[Source material]
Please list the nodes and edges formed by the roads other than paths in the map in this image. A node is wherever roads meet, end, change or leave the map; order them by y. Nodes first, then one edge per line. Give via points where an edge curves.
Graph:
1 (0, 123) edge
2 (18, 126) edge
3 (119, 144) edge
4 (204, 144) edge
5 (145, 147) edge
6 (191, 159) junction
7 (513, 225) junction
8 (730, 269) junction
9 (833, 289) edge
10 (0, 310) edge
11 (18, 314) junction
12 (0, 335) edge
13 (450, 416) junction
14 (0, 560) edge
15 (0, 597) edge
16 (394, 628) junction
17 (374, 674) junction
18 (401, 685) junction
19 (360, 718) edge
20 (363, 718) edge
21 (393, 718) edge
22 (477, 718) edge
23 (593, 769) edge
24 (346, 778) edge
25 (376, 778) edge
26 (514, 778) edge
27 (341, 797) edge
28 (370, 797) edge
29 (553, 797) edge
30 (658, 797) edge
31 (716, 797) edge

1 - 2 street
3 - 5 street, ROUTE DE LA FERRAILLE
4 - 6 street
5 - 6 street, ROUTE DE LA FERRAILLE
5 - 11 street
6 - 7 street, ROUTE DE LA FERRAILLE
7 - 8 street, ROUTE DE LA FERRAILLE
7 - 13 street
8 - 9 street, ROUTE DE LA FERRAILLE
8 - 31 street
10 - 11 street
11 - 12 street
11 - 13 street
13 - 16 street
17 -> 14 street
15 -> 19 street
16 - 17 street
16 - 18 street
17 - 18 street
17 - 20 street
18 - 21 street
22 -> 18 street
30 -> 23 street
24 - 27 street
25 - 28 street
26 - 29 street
[/Source material]
Assignment: Return the listing exactly as it was given to you, with every line intact.

Answer section:
Please list the nodes and edges formed by the roads other than paths in the map in this image. A node is wherever roads meet, end, change or leave the map; order them by y. Nodes first, then one edge per line. Give via points where an edge curves.
Graph:
1 (0, 123) edge
2 (18, 126) edge
3 (119, 144) edge
4 (204, 144) edge
5 (145, 147) edge
6 (191, 159) junction
7 (513, 225) junction
8 (730, 269) junction
9 (833, 289) edge
10 (0, 310) edge
11 (18, 314) junction
12 (0, 335) edge
13 (450, 416) junction
14 (0, 560) edge
15 (0, 597) edge
16 (394, 628) junction
17 (374, 674) junction
18 (401, 685) junction
19 (360, 718) edge
20 (363, 718) edge
21 (393, 718) edge
22 (477, 718) edge
23 (593, 769) edge
24 (346, 778) edge
25 (376, 778) edge
26 (514, 778) edge
27 (341, 797) edge
28 (370, 797) edge
29 (553, 797) edge
30 (658, 797) edge
31 (716, 797) edge

1 - 2 street
3 - 5 street, ROUTE DE LA FERRAILLE
4 - 6 street
5 - 6 street, ROUTE DE LA FERRAILLE
5 - 11 street
6 - 7 street, ROUTE DE LA FERRAILLE
7 - 8 street, ROUTE DE LA FERRAILLE
7 - 13 street
8 - 9 street, ROUTE DE LA FERRAILLE
8 - 31 street
10 - 11 street
11 - 12 street
11 - 13 street
13 - 16 street
17 -> 14 street
15 -> 19 street
16 - 17 street
16 - 18 street
17 - 18 street
17 - 20 street
18 - 21 street
22 -> 18 street
30 -> 23 street
24 - 27 street
25 - 28 street
26 - 29 street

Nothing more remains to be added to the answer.